Required work: State how many lines in the listing below hold the string "middle"; nothing else is wanted.

Input records:
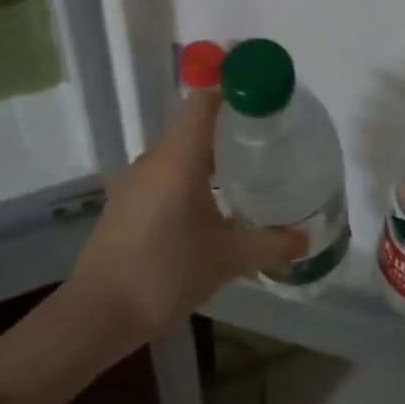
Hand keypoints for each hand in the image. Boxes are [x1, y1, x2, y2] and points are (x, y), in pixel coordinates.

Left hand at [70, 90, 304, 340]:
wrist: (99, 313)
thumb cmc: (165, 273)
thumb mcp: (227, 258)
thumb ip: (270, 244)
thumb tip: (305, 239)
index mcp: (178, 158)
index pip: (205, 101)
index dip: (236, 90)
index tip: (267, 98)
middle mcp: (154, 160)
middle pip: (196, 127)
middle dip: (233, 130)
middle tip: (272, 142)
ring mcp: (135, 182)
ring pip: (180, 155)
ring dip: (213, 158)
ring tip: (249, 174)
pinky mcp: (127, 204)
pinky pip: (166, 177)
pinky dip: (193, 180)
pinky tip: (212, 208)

Result below: 4